ProTracer: Towards Practical Provenance Tracing by Alternating Between Logging and Tainting
Author(s) -
Shiqing Ma,
Xiangyu Zhang,
Dongyan Xu
Publication year - 2016
Language(s) - English
Resource type - Conference proceedings
DOI - 10.14722/ndss.2016.23350
Subject(s) - tracing , provenance , logging , computer science , environmental science , geology , forestry , geography , operating system , paleontology
Provenance tracing is a very important approach to Advanced Persistent Threat (APT) attack detection and investigation. Existing techniques either suffer from the dependence explosion problem or have non-trivial space and runtime overhead, which hinder their application in practice. We propose ProTracer, a lightweight provenance tracing system that alternates between system event logging and unit level taint propagation.
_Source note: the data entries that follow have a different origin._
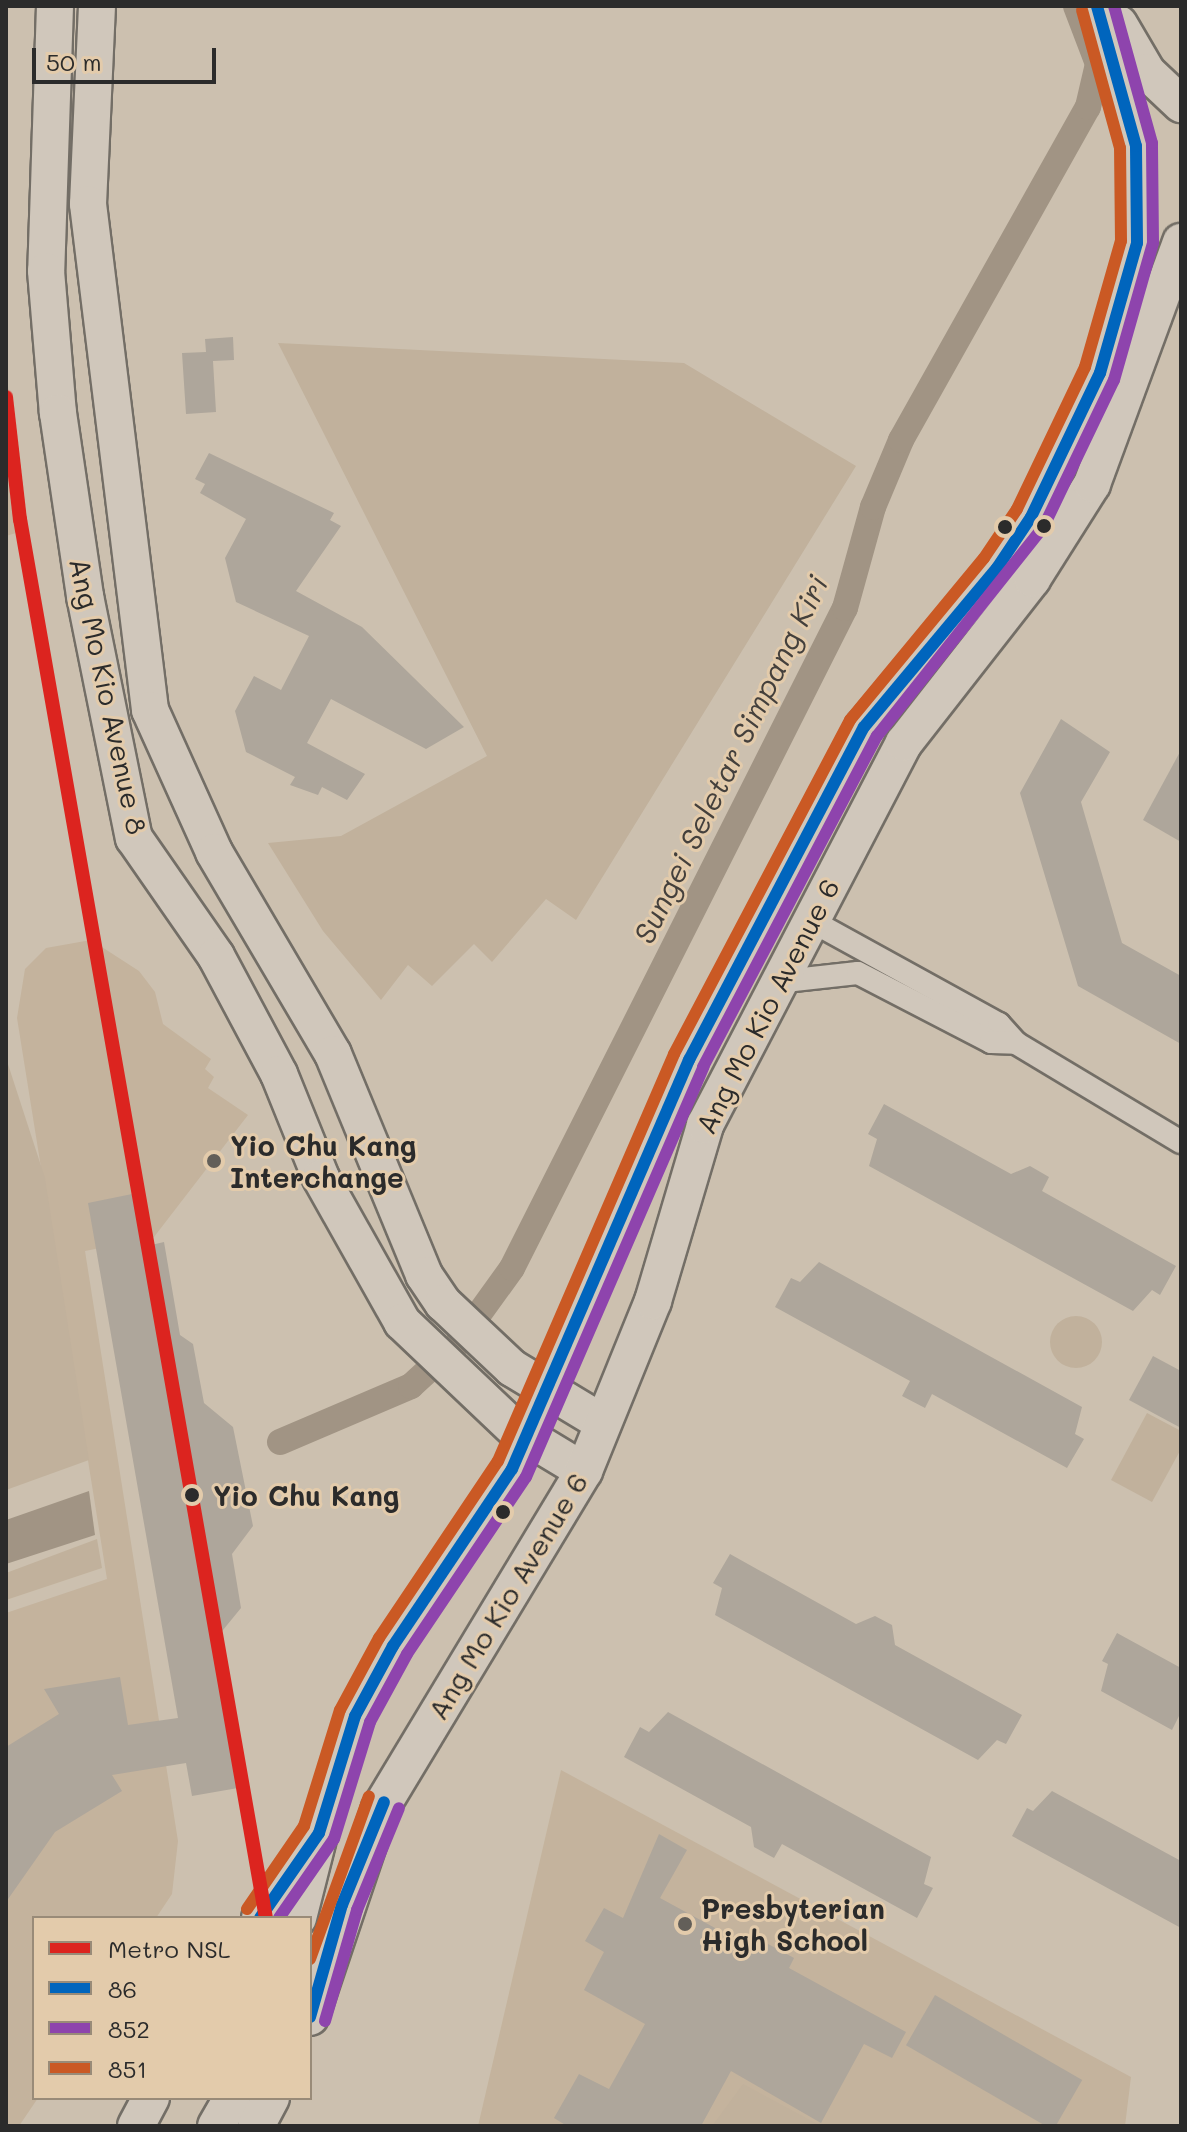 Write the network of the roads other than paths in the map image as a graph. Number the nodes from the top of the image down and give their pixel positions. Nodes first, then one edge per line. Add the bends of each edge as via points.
1 (55, 6) edge
2 (97, 6) edge
3 (1097, 6) edge
4 (1109, 6) edge
5 (1181, 104) edge
6 (1181, 122) edge
7 (1136, 146) junction
8 (1181, 242) edge
9 (808, 919) junction
10 (776, 982) junction
11 (1016, 1043) junction
12 (1181, 1142) edge
13 (548, 1389) junction
14 (603, 1423) junction
15 (527, 1439) junction
16 (584, 1471) junction
17 (319, 1833) junction
18 (342, 1905) junction
19 (261, 1916) edge
20 (298, 1916) edge
21 (312, 1958) edge
22 (312, 2010) edge
23 (150, 2100) edge
24 (205, 2100) edge
25 (231, 2100) edge
26 (270, 2100) edge
27 (136, 2126) edge
28 (191, 2126) edge
29 (216, 2126) edge
30 (256, 2126) edge

1 - 15 main road, Ang Mo Kio Avenue 8 via 46,256 58,413 134,838 216,956 279,1074 341,1217 402,1322
2 - 13 main road, Ang Mo Kio Avenue 8 via 88,204 150,710 214,852 333,1054 424,1275 443,1303 512,1368
3 - 7 main road, Ang Mo Kio Avenue 6
4 - 5 main road via 1147,72
6 - 7 main road via 1159,123
7 - 13 main road, Ang Mo Kio Avenue 6 via 1137,243 1100,373 1031,517 997,568 864,727 689,1060
8 - 9 main road, Ang Mo Kio Avenue 6 via 1092,484 1032,579 904,743
9 - 10 main road, Ang Mo Kio Avenue 6
9 - 11 street via 999,1024
10 - 11 street via 858,973 991,1042
10 - 14 main road, Ang Mo Kio Avenue 6 via 705,1125 653,1301
11 - 12 street
13 - 14 main road, Ang Mo Kio Avenue 8
13 - 15 main road, Ang Mo Kio Avenue 6
14 - 16 main road, Ang Mo Kio Avenue 6
15 - 16 main road, Ang Mo Kio Avenue 8
15 - 17 main road, Ang Mo Kio Avenue 6 via 360,1706
16 - 18 main road, Ang Mo Kio Avenue 6 via 380,1809
17 - 19 main road, Ang Mo Kio Avenue 6
17 - 20 main road
18 - 21 main road
18 - 22 main road, Ang Mo Kio Avenue 6
23 - 27 main road
24 - 28 main road
25 - 29 main road
26 - 30 main road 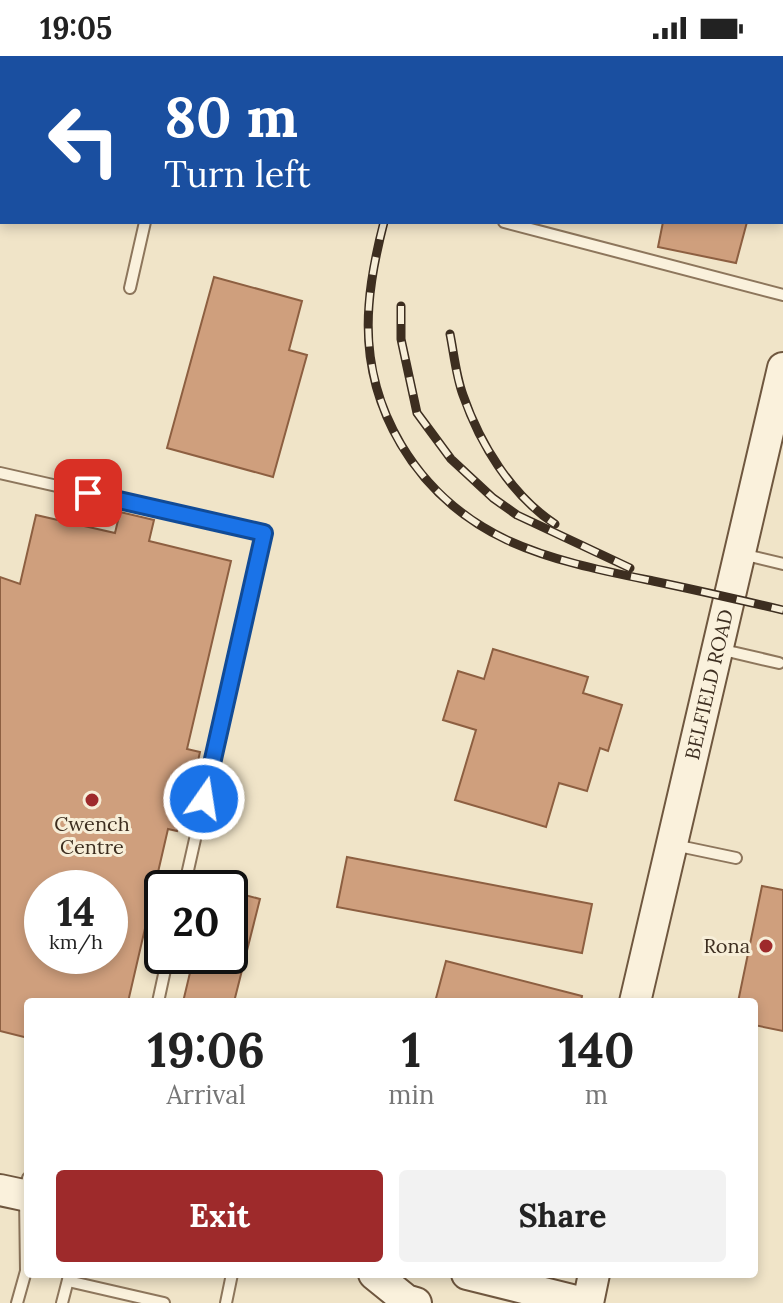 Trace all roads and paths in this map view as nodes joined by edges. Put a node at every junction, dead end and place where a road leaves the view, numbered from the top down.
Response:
1 (145, 224) edge
2 (512, 224) edge
3 (130, 288) dead end
4 (783, 295) edge
5 (783, 368) edge
6 (0, 473) edge
7 (740, 554) junction
8 (783, 564) edge
9 (717, 648) junction
10 (779, 663) dead end
11 (672, 844) junction
12 (736, 858) dead end
13 (188, 870) edge
14 (164, 974) edge
15 (159, 998) edge
16 (636, 998) edge
17 (20, 1190) edge
18 (24, 1244) edge
19 (24, 1278) edge
20 (68, 1278) edge
21 (72, 1278) edge
22 (231, 1278) edge
23 (379, 1278) edge
24 (490, 1278) edge
25 (593, 1278) edge
26 (548, 1290) edge
27 (409, 1302) edge
28 (17, 1303) edge
29 (62, 1303) edge
30 (164, 1303) edge
31 (226, 1303) edge
32 (586, 1303) edge

1 - 3 lane
2 - 4 lane
5 - 7 main road, BELFIELD ROAD
6 - 13 lane
7 - 8 lane
7 - 9 main road, BELFIELD ROAD
9 - 10 lane
9 - 11 main road, BELFIELD ROAD
11 - 12 lane
11 - 16 main road, BELFIELD ROAD
14 - 15 lane
17 - 18 lane
19 - 28 lane
20 - 29 lane
21 - 30 lane
22 - 31 lane
23 - 27 main road
24 - 26 main road
25 - 32 main road
26 - 32 main road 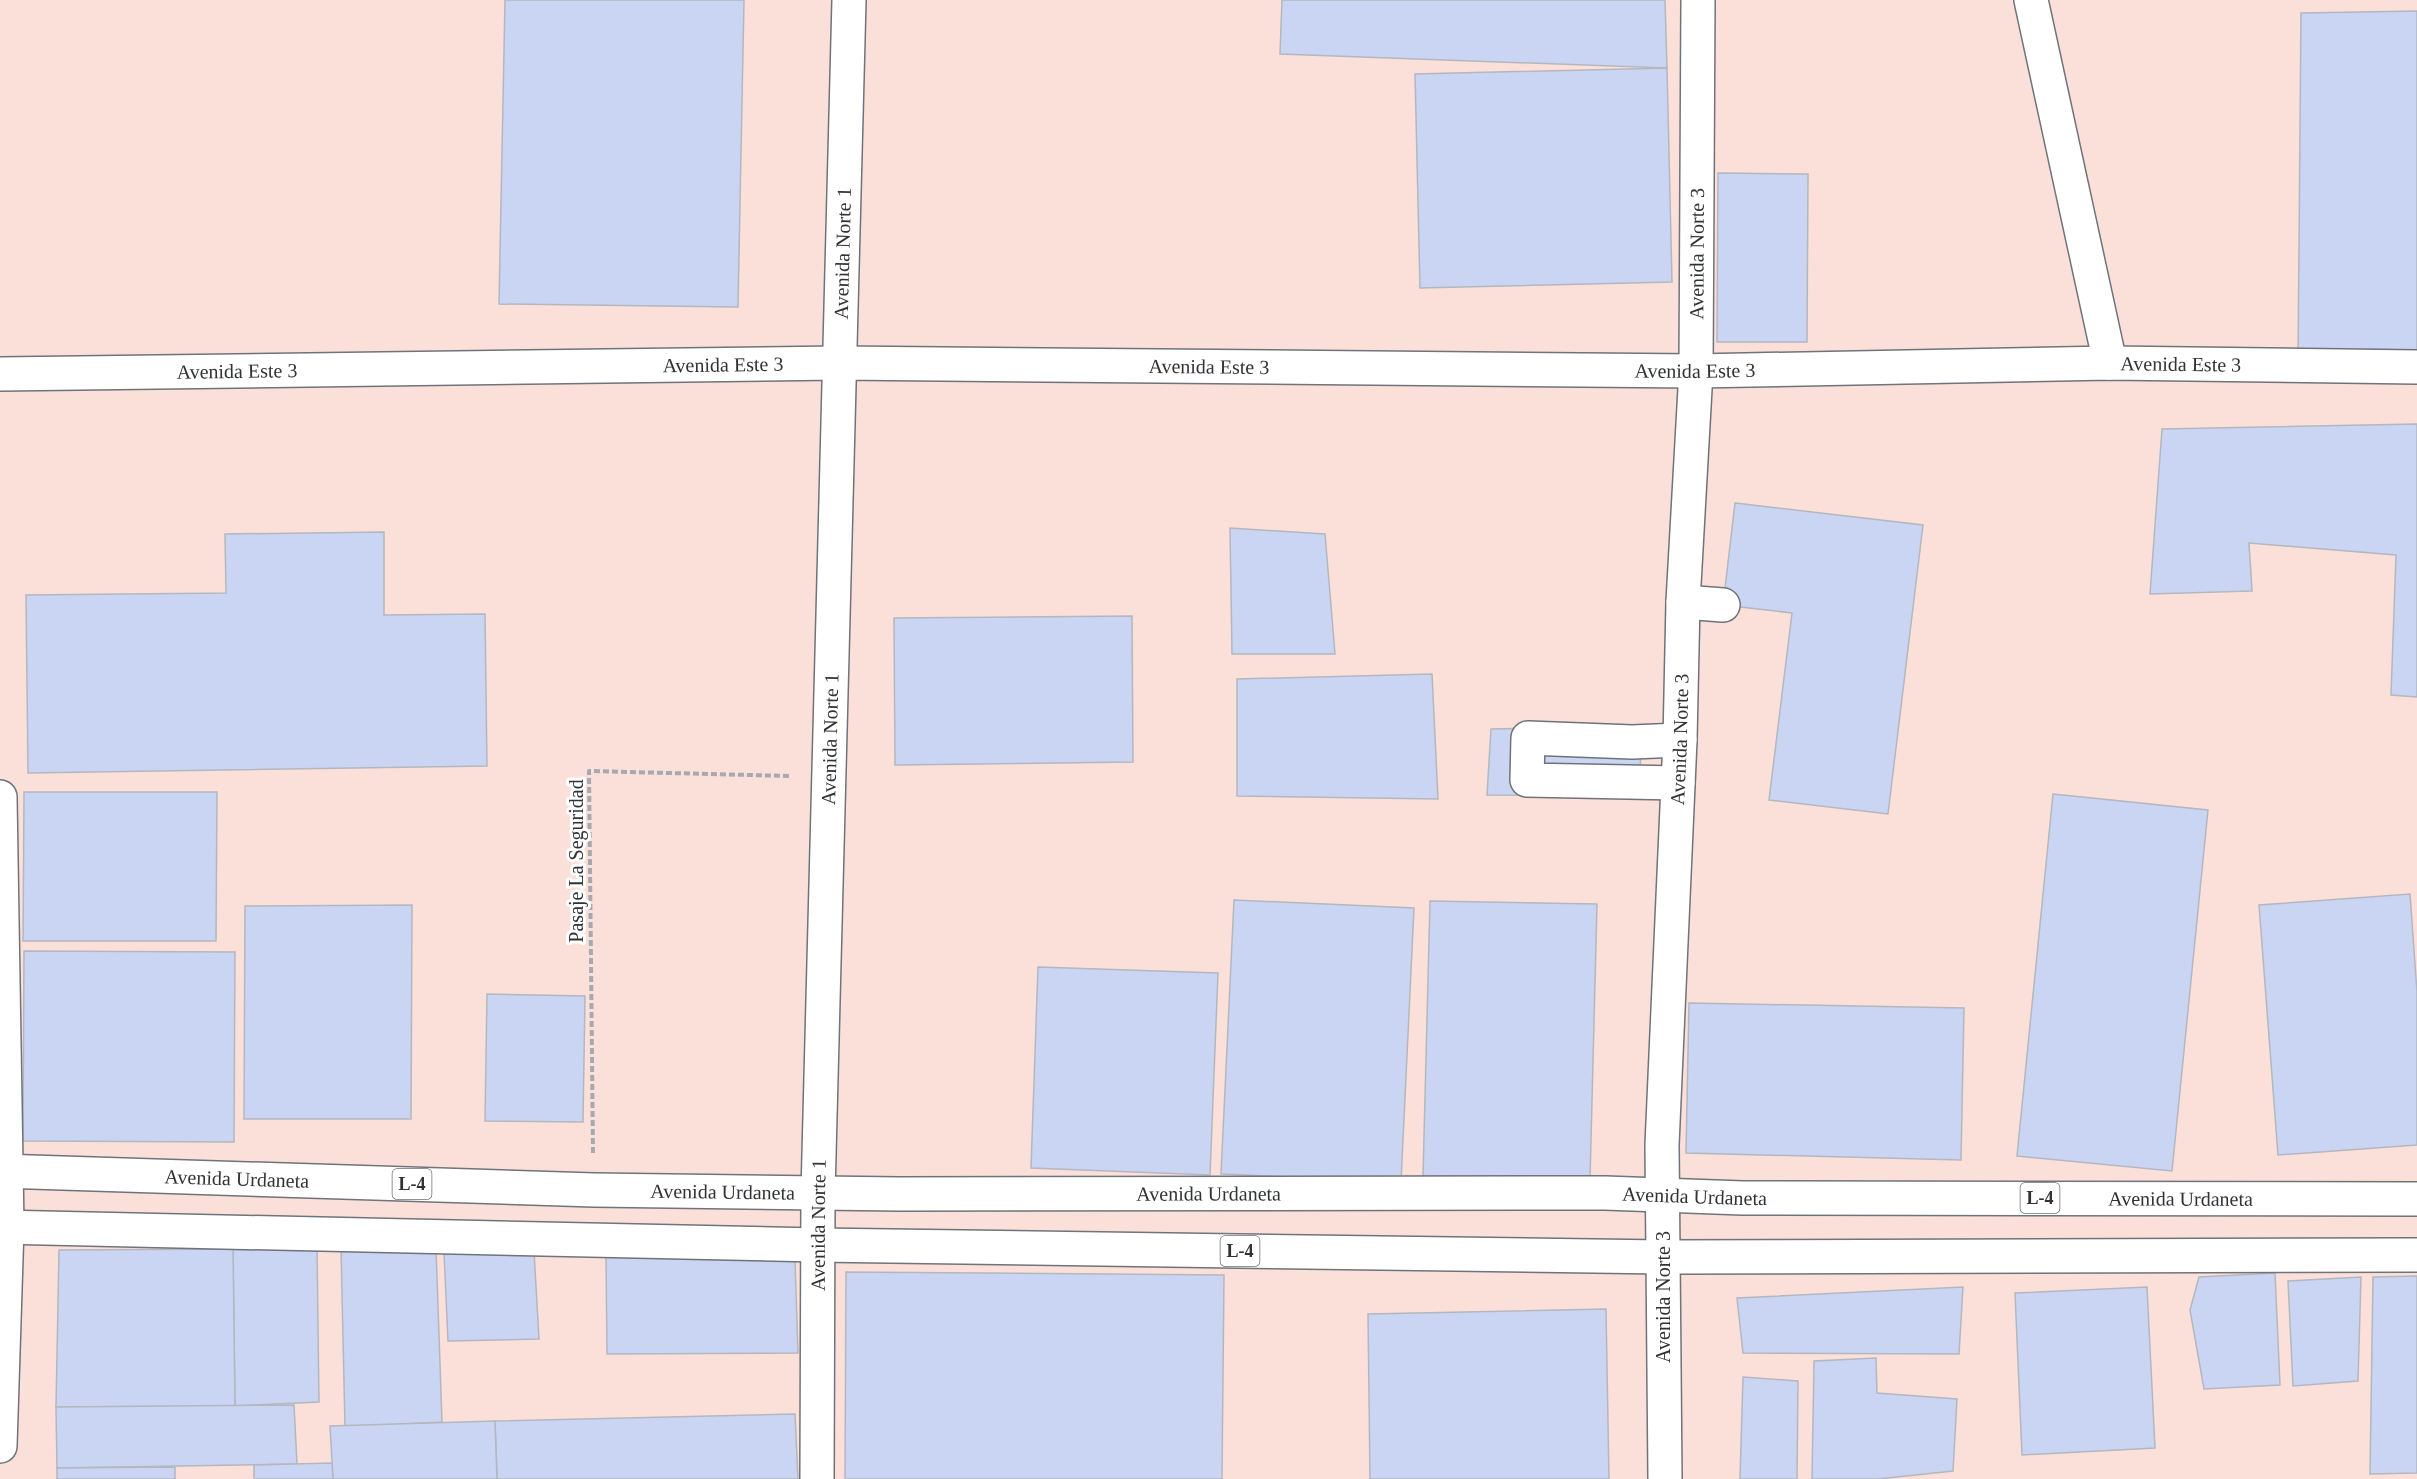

The technique is built on an on-the-fly system event processing infrastructure that features a very lightweight kernel module and a sophisticated user space daemon that performs concurrent and out-of-order event processing. The evaluation with different realistic system workloads and a number of attack cases show that ProTracer only produces 13MB log data per day, and 0.84GB(Server)/2.32GB(Client) in 3 months without losing any important information. The space consumption is only < 1.28% of the state-of-the-art, 7 times smaller than an off-line garbage collection technique. The run-time overhead averages <7% for servers and <5% for regular applications. The generated attack causal graphs are a few times smaller than those by existing techniques while they are equally informative.